Symptoms of Omega-3 Deficiency
Lack of EPA and DHA is associated with an increased risk of chronic diseases.
Possible signs:
- Dry skin, eczema, brittle nails.
- Fatigue, poor concentration, depression.
- Frequent inflammation (such as joint pain).
- Elevated triglyceride levels.
- Visual impairment (reduced adaptation to darkness).
Risk groups:
- People who rarely eat fish (salmon, mackerel, sardines).
- Vegans and vegetarians (if they don’t take seaweed supplements).
- In diseases of the gastrointestinal tract (impaired fat absorption).
Symptoms of an Omega-3 excess
Overdose is possible only when taking high doses of supplements (more than 3 g / day).
Side effects:
- Blood thinning (risk of bleeding, especially when taking anticoagulants).
- Nausea, diarrhea, bad taste in the mouth.
- Decreased immune response (rarely, at very high doses).
Important! An excess of Omega-3s from food (fish) is almost impossible.
The norm of the Omega-3 index in the blood test
The omega-3 index is measured in % of the total amount of fatty acids in red blood cells:
- < 4% – Deficiency (high risk of cardiovascular diseases).
- 4-8% – Average level (typical for most people).
- > 8% – Optimal level (associated with minimal risk of heart disease).
Ideal target indicator: 8-12% (especially for the prevention of atherosclerosis).
How to increase the Omega-3 index?
- Food:
- Oily fish: salmon, herring, sardines (2-3 servings per week).
- Seafood: shrimp, oysters.
- Seaweed (a source of DHA for vegans).
- Supplements:
- Fish oil (contains EPA + DHA).
- Krill oil (better absorbed).
- Seaweed oil (suitable for vegetarians).
Dosage to maintain the index > 8%:
- 500-1000 mg of EPA + DHA per day -for general health.
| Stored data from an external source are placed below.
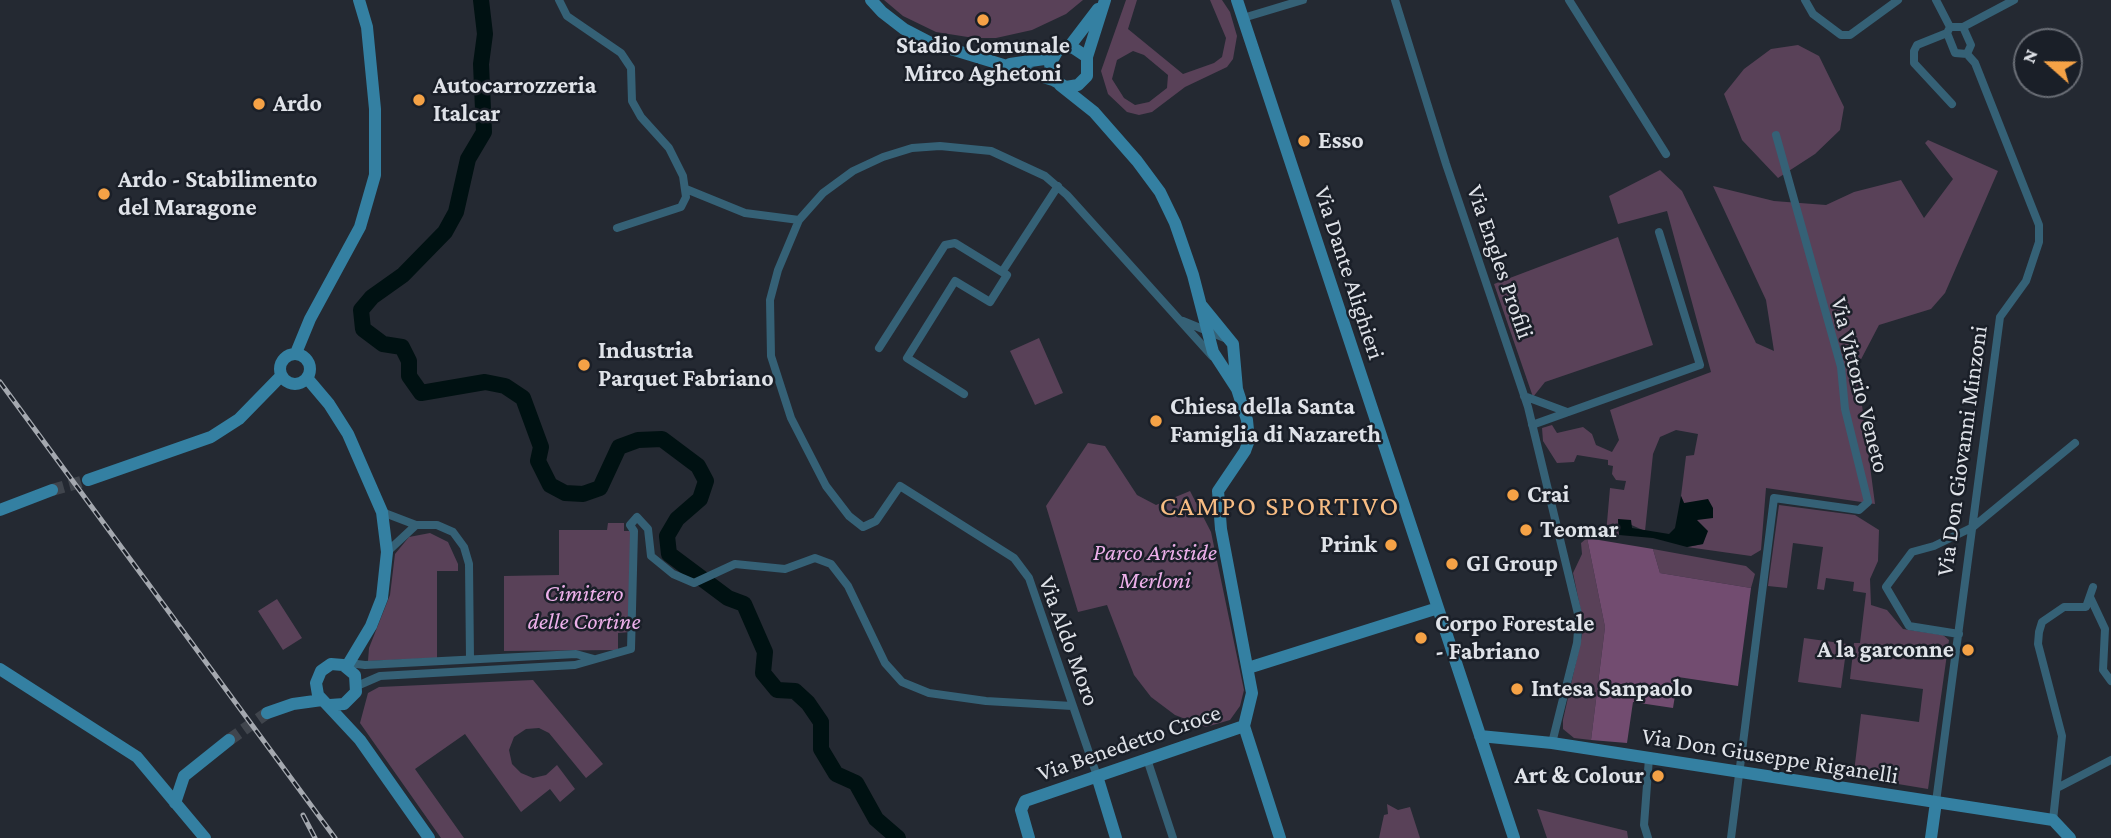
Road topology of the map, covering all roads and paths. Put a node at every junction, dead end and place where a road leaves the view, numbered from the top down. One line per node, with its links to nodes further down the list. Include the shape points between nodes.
1 (359, 0): 38 (street, via 367,27 374,96 375,175 360,227)
2 (559, 0): 28 (street, via 567,16 621,53 631,68 632,101 679,163)
3 (872, 0): 20 (street, via 881,12 931,43)
4 (1105, 0): 16 (street); 18 (street)
5 (1303, 0): 13 (street)
6 (1395, 0): 44 (street, Via Engles Profili)
7 (1569, 0): 26 (street)
8 (1805, 0): 9 (street, via 1827,27 1842,35)
9 (1898, 0)
10 (1936, 0): 15 (street)
11 (2014, 0): 14 (street)
12 (1236, 1): 13 (street, Via Dante Alighieri)
13 (1243, 18): 57 (street, Via Dante Alighieri)
14 (1963, 27): 15 (street); 17 (street, Via Don Giovanni Minzoni, via 1971,45)
15 (1948, 30): 17 (street, via 1955,53); 23 (street, via 1917,45 1914,63)
16 (1069, 47): 18 (street); 19 (street)
17 (1967, 54): 53 (street, Via Don Giovanni Minzoni, via 1975,63 2039,225 2039,242 2026,281 2000,317)
18 (1087, 57): 22 (street, via 1089,69)
19 (1051, 58): 20 (street); 21 (street)
20 (1006, 65): 21 (street)
21 (1056, 82): 22 (street, via 1072,87); 24 (street)
22 (1081, 83): 24 (street)
23 (1952, 104)
24 (1094, 112): 33 (street, via 1160,192)
25 (1776, 135): 78 (street, Via Vittorio Veneto, via 1840,367 1845,409 1868,502 1860,510 1774,498)
26 (1666, 154)
27 (1058, 186): 29 (street, Via Aldo Moro, via 1037,171 991,151 912,148 853,171 823,193); 32 (street); 34 (street, Via Aldo Moro)
28 (686, 189): 29 (street, via 745,213); 30 (street, via 681,206)
29 (799, 220): 68 (street, Via Aldo Moro, via 770,300 771,356 791,418 826,486 863,527 876,521 900,486 1014,558 1029,578)
30 (617, 228)
31 (1659, 233): 45 (street, via 1700,365)
32 (1002, 272): 37 (street, via 949,242); 43 (street, via 1007,275 990,302 956,281 907,358)
33 (1202, 305): 35 (street); 36 (street)
34 (1181, 320): 35 (street, Via Aldo Moro); 39 (street, Via Aldo Moro)
35 (1207, 330): 36 (street, Via Aldo Moro); 39 (street)
36 (1231, 346): 39 (street, via 1227,363); 42 (street)
37 (879, 348)
38 (296, 354): 40 (street, via 281,362); 41 (street, via 310,365)
39 (1217, 362): 42 (street)
40 (281, 376): 41 (street, via 294,384); 48 (street, via 239,419 211,437)
41 (307, 379): 51 (street, via 348,434)
42 (1237, 389): 62 (street, via 1248,440 1218,491)
43 (964, 394)
44 (1524, 396): 45 (street); 46 (street, Via Engles Profili)
45 (1568, 412): 46 (street)
46 (1532, 425): 74 (street, Via Engles Profili, via 1579,618)
47 (2075, 443): 53 (street)
48 (88, 480)
49 (52, 490): 50 (street)
50 (0, 510)
51 (382, 512): 52 (street); 54 (street)
52 (416, 525): 54 (street); 59 (street, via 437,525 453,532 464,547 469,564)
53 (1973, 527): 58 (street, Via Don Giovanni Minzoni); 58 (street, via 1934,547 1912,552 1886,587 1909,626)
54 (387, 552): 61 (street, via 377,613)
55 (2093, 587): 56 (street)
56 (2090, 597): 64 (street, via 2105,629 2103,670); 80 (street, via 2086,607 2064,607 2051,613 2039,632 2038,644 2062,736)
57 (1438, 608): 62 (street); 71 (street, Via Dante Alighieri)
58 (1959, 634): 81 (street, Via Don Giovanni Minzoni)
59 (470, 659): 60 (street, via 576,654); 61 (street)
60 (597, 659): 65 (street, via 575,665 380,676); 68 (street, via 631,649 632,520 637,517 648,529 652,555 673,574 694,583 735,564 785,569 815,558 831,564 848,586 885,663 902,682 929,693)
61 (348, 665): 65 (street); 67 (street, via 335,664 320,671 316,683)
62 (1248, 668): 70 (street, via 1252,693)
63 (0, 669): 82 (street, via 137,757)
64 (2111, 681)
65 (357, 686): 66 (street)
66 (349, 701): 67 (street); 73 (street, via 349,716)
67 (326, 702): 69 (street); 73 (street)
68 (1072, 706): 79 (street, Via Aldo Moro)
69 (267, 713)
70 (1244, 726): 76 (street, Via Benedetto Croce); 89 (street)
71 (1480, 736): 74 (street, Via Don Giuseppe Riganelli); 90 (street, Via Dante Alighieri)
72 (229, 740): 82 (street, via 184,776)
73 (360, 740): 85 (street)
74 (1552, 743): 75 (street, Via Don Giuseppe Riganelli)
75 (1649, 758): 78 (street, Via Don Giuseppe Riganelli); 91 (street, via 1644,825)
76 (1147, 759): 79 (street, Via Benedetto Croce); 88 (street)
77 (2111, 760): 80 (street)
78 (1739, 771): 81 (street, Via Don Giuseppe Riganelli); 92 (street, Via Vittorio Veneto)
79 (1097, 776): 86 (street, Via Benedetto Croce, via 1022,803); 87 (street)
80 (2059, 787): 83 (street)
81 (1936, 802): 83 (street, Via Don Giuseppe Riganelli); 93 (street, Via Don Giovanni Minzoni)
82 (175, 803): 84 (street)
83 (2053, 820): 94 (street)
84 (205, 838)
85 (429, 838)
86 (1029, 838)
87 (1115, 838)
88 (1173, 838)
89 (1280, 838)
90 (1514, 838)
91 (1648, 838)
92 (1731, 838)
93 (1931, 838)
94 (2070, 838)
- 2000-4000 mg / day – for high triglycerides or inflammation (only under the supervision of a doctor).
Conclusion
The omega-3 index is an important marker that reflects the balance of healthy fatty acids in the body.
- The norm: 8-12% (red blood cell count).
- Deficiency (<4%) increases the risk of heart disease, depression, and inflammation.
- An excess is only possible if you overdose on supplements (risk of bleeding).
To maintain your health, include fatty fish in your diet or take Omega-3 capsules, especially if you are at risk.